Closed fmauch closed 3 years ago
This implements an event-based tcp server for easier use. This could be a solution for #45
In general I think this is a really good solution and I think the event-based tcp is a good approach. I have tested that it works with the ScriptSender, it works very well and it solves #45.
In this commit I only implemented it for the ScriptSender, but it could also be used (probably with modifications) inside the ReverseInterface.
As you mention I also think that it should be used inside the ReverseInterface. I could look into implementing it in the reverse interface if needed?
As you mention I also think that it should be used inside the ReverseInterface. I could look into implementing it in the reverse interface if needed?
I went ahead and implemented it, but you could test it a bit more, if you'd like.
Currently, stopping the ROS driver with CTRL-C results in a RTDE pipeline producer overflow that I still need to hunt down
I went ahead and implemented it, but you could test it a bit more, if you'd like.
I will test that it works with the reverse interface as well.
Currently, stopping the ROS driver with CTRL-C results in a RTDE pipeline producer overflow that I still need to hunt down
It is related to the pipeline running in the RTDEClient stopping the pipeline, when the object is destroyed, should fix that issue. Below example could be a solution:
RTDEClient::~RTDEClient()
{
pipeline_.stop();
}
It is related to the pipeline running in the RTDEClient stopping the pipeline, when the object is destroyed, should fix that issue. Below example could be a solution:
RTDEClient::~RTDEClient() { pipeline_.stop(); }
Yep, that does the trick :-)
@urmahp I'm done with implementing this ATM, please go ahead and test it as much as you can :-)
Before merging, I'd like to also refactor the tcp_client a bit more so it is more understandable and introduce unit tests for the server and client. Let me know, if you'd like to participate in one of these.
@urmahp I'm done with implementing this ATM, please go ahead and test it as much as you can :-)
I will be happy to test it.
Before merging, I'd like to also refactor the tcp_client a bit more so it is more understandable and introduce unit tests for the server and client. Let me know, if you'd like to participate in one of these.
I can work on some unit test for the server and client, while testing it.
I have tested that it works with both the ROS driver and the Isaac driver and overall it is working very well.
However I see one issue once in a while, it is not occuring every time, only once in a while. When stopping the urcap program running on the robot, it seems like the client is not correctly disconnected from the server, because we keep sending data, but there is no client connected. Also the handle_program_state function isn't called. When playing the program again I get the error that the client is already connected, so that also points towards the client not being disconnected correctly. I have inserted the log output below:
INFO /home/mahp/git/github/forks/Universal_Robots_Client_Library/include/ur_client_library/comm/script_sender.h 73: New client connected at FD 12.
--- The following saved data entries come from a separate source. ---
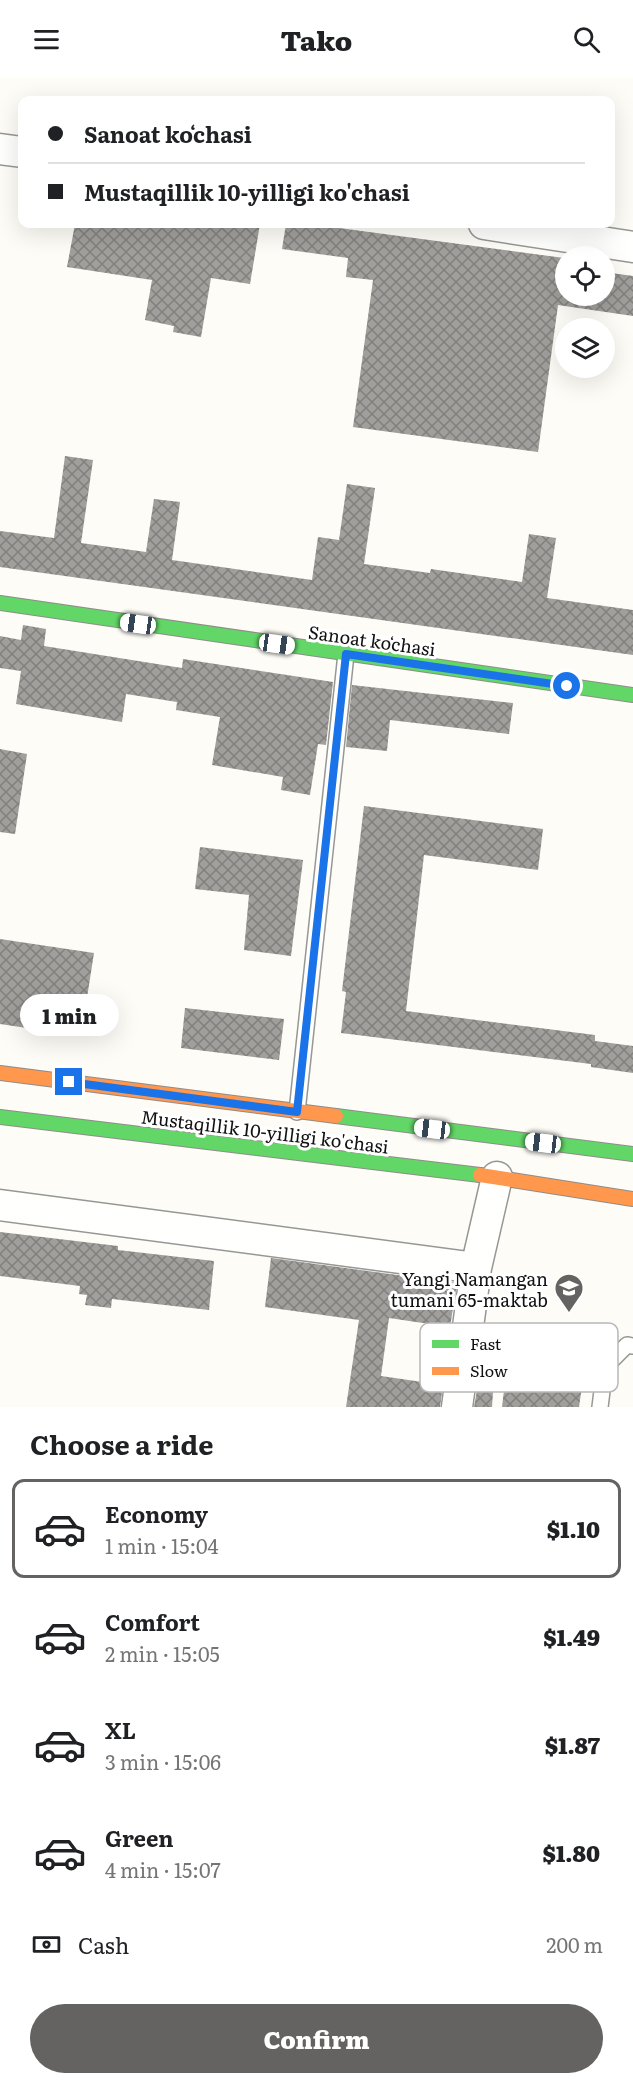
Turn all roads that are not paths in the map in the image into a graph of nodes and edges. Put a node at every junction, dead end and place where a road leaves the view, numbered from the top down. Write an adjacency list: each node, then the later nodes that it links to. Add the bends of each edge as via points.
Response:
1 (0, 149): 2 (street)
2 (18, 151)
3 (510, 228): 4 (street)
4 (633, 247)
5 (0, 603): 6 (main road, Sanoat koʻchasi)
6 (346, 654): 7 (main road, Sanoat koʻchasi); 9 (lane)
7 (633, 696)
8 (0, 1073): 9 (main road, Mustaqillik 10-yilligi ko'chasi)
9 (297, 1112): 11 (main road, Mustaqillik 10-yilligi ko'chasi)
10 (0, 1117): 12 (main road, Mustaqillik 10-yilligi ko'chasi)
11 (633, 1154)
12 (497, 1177): 13 (main road, Mustaqillik 10-yilligi ko'chasi); 15 (street)
13 (633, 1199)
14 (0, 1205): 15 (street)
15 (476, 1268): 16 (street)
16 (469, 1323)
17 (633, 1346): 18 (lane, via 627,1345)
18 (618, 1354)
19 (460, 1392): 21 (street)
20 (602, 1392): 22 (lane)
21 (458, 1407)
22 (600, 1407)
INFO /home/mahp/git/github/forks/Universal_Robots_Client_Library/include/ur_client_library/comm/script_sender.h 85: Robot requested program
INFO /home/mahp/git/github/forks/Universal_Robots_Client_Library/include/ur_client_library/comm/script_sender.h 123: Sent program to robot
INFO /home/mahp/git/github/forks/Universal_Robots_Client_Library/include/ur_client_library/comm/script_sender.h 78: Client at FD 12 disconnected.
INFO /home/mahp/git/github/forks/Universal_Robots_Client_Library/include/ur_client_library/comm/reverse_interface.h 155: Robot connected to reverse interface. Ready to receive control commands.
Program running: true
ERROR /home/mahp/git/github/forks/Universal_Robots_Client_Library/src/comm/tcp_server.cpp 305: Sending data through socket failed.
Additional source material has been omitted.